ACTIVITY ▸ Only the lines holding the word "Chapel" are wanted; copy each of them from the listing.

RECORD SET ▸
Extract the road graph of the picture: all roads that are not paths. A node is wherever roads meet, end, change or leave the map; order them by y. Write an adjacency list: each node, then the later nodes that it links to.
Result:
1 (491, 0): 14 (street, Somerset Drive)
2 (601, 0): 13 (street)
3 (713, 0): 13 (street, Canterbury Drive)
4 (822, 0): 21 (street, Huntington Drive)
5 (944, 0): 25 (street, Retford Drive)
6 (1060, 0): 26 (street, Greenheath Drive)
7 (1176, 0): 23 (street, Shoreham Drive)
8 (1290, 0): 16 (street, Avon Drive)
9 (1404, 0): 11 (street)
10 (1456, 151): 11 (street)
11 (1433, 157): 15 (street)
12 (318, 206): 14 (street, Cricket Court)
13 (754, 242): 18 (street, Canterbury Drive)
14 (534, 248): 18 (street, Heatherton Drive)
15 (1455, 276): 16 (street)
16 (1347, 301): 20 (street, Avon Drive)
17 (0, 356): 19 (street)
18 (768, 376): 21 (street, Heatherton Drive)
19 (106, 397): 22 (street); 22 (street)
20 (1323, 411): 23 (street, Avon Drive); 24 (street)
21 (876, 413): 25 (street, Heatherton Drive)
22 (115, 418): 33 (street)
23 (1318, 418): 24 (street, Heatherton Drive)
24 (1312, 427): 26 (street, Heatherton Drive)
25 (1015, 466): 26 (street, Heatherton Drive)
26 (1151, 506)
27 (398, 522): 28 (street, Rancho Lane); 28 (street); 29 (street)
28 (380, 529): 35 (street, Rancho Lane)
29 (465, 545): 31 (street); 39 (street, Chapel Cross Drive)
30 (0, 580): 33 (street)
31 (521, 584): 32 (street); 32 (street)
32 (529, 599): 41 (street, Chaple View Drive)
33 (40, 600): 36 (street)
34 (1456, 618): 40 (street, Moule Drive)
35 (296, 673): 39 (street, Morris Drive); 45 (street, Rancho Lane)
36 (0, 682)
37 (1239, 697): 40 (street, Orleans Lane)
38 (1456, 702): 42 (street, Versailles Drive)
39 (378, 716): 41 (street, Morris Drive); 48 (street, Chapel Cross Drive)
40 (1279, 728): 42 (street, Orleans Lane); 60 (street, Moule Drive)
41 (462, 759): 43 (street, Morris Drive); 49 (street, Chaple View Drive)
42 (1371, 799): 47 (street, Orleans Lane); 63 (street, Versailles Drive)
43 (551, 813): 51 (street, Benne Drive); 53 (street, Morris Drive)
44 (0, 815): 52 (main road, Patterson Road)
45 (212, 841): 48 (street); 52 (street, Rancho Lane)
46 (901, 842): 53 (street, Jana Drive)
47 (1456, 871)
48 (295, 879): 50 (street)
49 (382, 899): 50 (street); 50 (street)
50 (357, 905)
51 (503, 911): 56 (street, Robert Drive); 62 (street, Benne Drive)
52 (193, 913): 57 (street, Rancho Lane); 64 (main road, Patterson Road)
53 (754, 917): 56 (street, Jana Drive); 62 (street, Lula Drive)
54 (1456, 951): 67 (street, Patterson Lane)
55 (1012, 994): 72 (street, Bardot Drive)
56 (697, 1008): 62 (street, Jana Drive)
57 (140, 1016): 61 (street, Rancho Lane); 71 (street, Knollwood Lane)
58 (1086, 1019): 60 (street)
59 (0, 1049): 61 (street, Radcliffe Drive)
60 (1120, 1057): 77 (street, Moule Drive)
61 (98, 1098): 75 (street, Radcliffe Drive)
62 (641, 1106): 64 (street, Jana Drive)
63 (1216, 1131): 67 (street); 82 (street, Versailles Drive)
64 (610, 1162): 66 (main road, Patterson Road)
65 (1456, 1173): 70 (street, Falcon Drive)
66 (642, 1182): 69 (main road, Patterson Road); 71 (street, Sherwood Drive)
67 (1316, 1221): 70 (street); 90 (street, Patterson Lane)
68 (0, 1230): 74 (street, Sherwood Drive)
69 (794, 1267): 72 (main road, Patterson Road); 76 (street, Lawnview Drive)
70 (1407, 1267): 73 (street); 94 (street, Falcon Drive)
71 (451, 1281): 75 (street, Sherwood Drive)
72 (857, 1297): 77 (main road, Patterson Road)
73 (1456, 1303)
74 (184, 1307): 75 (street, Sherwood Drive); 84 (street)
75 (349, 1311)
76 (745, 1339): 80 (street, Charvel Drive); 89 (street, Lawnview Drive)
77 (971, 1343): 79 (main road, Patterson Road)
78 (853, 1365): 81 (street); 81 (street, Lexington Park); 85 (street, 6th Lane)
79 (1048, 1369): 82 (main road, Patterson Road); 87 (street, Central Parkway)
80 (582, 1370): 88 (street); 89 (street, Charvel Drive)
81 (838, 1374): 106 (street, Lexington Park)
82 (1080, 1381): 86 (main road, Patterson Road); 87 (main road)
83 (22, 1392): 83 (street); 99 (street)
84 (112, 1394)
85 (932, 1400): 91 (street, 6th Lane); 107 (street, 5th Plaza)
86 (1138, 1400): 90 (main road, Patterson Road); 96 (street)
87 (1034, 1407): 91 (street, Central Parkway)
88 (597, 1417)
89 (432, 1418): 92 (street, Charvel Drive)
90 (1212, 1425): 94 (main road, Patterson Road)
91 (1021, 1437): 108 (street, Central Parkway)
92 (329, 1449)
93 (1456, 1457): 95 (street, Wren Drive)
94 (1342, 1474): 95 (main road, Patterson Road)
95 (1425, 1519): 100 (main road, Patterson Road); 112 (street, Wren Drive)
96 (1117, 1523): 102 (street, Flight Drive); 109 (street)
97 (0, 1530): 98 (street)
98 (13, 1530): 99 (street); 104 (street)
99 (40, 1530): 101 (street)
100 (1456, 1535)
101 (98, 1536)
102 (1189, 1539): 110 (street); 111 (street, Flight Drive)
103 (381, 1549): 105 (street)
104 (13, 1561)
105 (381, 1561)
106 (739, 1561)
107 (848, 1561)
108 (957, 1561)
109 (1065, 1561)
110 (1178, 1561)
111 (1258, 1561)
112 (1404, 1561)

COMPLETED EXERCISE ▸
29 (465, 545): 31 (street); 39 (street, Chapel Cross Drive)
39 (378, 716): 41 (street, Morris Drive); 48 (street, Chapel Cross Drive)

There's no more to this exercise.